Larisa Graypel

Holocaust survivor Larisa Graypel lights a candle of remembrance at the 2019 Yom HaShoah Community Commemoration organized by the Holocaust Museum and Learning Center of St. Louis and held at Congregation Shaare Emeth.  

Among the many questions that the current shelter-in-place situation has posed, here is one more: How can the Jewish community properly and respectfully observe Yom HaShoah when the COVID-19 shutdown has made large gatherings impossible?

 

Yom HaShoah, which took place this week, is the commemoration of the Holocaust, the systematic mass murder of six million Jews from 1939 to 1945, the greatest calamity to befall the Jewish people in our 4,000-year history. It is also an occasion to honor the survivors and the heroes who fought back against the Nazis in efforts such as the Warsaw Ghetto uprising and at death camps at Sobibor and Treblinka.

Most survivors are in their mid-80s or older, and their numbers are dwindling daily.

To keep alive the memory of their ordeal, we fortunately have the St.
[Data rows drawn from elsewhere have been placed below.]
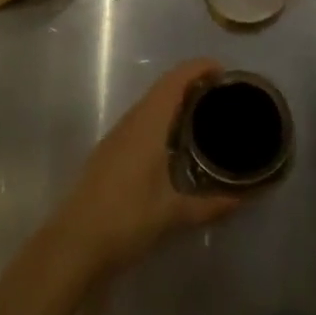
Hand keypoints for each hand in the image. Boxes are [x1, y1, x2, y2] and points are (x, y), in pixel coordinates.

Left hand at [48, 58, 241, 276]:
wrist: (72, 245)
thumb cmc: (125, 221)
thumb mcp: (173, 215)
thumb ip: (210, 206)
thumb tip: (243, 199)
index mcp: (147, 126)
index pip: (174, 82)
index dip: (197, 68)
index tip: (224, 71)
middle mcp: (131, 123)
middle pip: (162, 88)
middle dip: (191, 83)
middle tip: (222, 94)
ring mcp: (116, 138)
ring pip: (149, 105)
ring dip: (175, 101)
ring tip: (205, 114)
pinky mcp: (109, 153)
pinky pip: (141, 122)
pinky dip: (162, 119)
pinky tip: (175, 142)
Louis Holocaust Museum and Learning Center (hmlc.org), which is about to undergo a major renovation and expansion to help us honor the fallen and teach the lessons of the Shoah. Each year, 35,000 students and others visit the museum, where they can take guided tours by highly trained docents and attend talks by survivors and scholars. 

Though the museum is closed, you can take an online tour (visit http://bit.ly/HMLC-tour) and learn about the various components that are available, including one that explores how prejudice can lead to genocide. And despite the health-related ban on large gatherings, the museum is offering virtual communal opportunities to observe Yom HaShoah. 
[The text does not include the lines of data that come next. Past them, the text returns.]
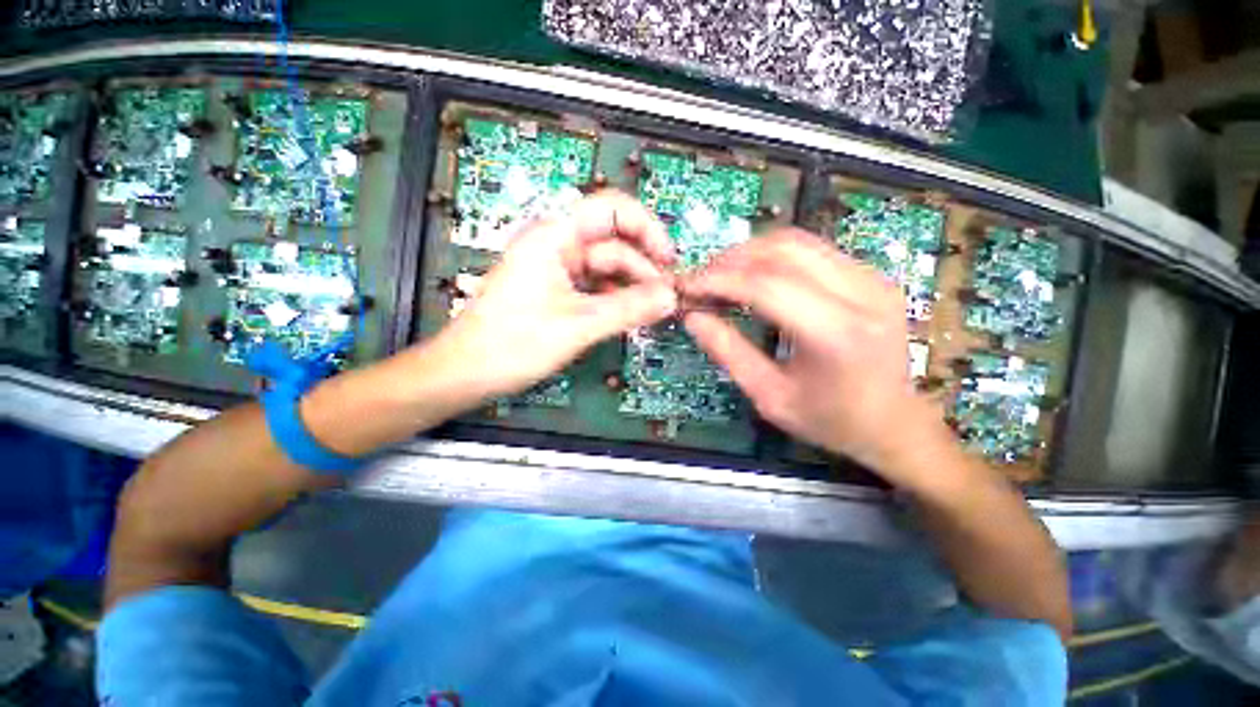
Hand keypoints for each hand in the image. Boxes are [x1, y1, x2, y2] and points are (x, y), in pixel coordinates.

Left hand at [430, 191, 678, 400]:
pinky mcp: (558, 291)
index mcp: (555, 236)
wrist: (467, 372)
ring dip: (633, 287)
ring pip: (607, 268)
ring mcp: (557, 269)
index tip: (670, 260)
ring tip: (655, 311)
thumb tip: (670, 298)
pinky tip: (632, 315)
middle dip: (644, 268)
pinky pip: (597, 287)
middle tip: (668, 299)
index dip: (647, 228)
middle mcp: (557, 245)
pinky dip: (617, 299)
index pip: (612, 209)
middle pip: (614, 244)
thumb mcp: (578, 325)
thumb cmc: (513, 343)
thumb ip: (628, 309)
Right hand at [679, 229, 951, 483]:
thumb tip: (692, 318)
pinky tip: (753, 275)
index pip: (766, 286)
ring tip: (721, 275)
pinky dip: (772, 256)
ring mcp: (872, 278)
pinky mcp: (872, 275)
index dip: (719, 280)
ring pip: (797, 241)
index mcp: (837, 334)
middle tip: (702, 280)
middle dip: (730, 260)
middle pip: (782, 251)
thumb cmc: (830, 420)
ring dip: (749, 252)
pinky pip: (812, 249)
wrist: (895, 423)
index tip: (687, 286)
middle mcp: (862, 294)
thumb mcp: (769, 396)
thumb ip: (728, 352)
In one, Jacob Poremba shares his family’s story of survival, focusing on an autograph album that was made and given to his mother, Friedl Gutman Poremba, by her fellow prisoners when she was in the Gross Sarne concentration camp. She and the album miraculously survived the Holocaust. Her survival is symbolic of the small but significant triumphs over tyranny and the importance of sharing and preserving the stories of survivors and their families.

Survival and hardship and the importance of family are on the minds of many these days. Though no challenge can truly be compared with the Holocaust, remembering those dark days may help us cope with our current troubles. Just as we did not let the COVID-19 plague prevent us from celebrating Passover with online seders and other virtual gatherings, we cannot – and we will not – let the vicious virus keep us from marking Yom HaShoah, to help assure that “Never Again” does not become an empty slogan.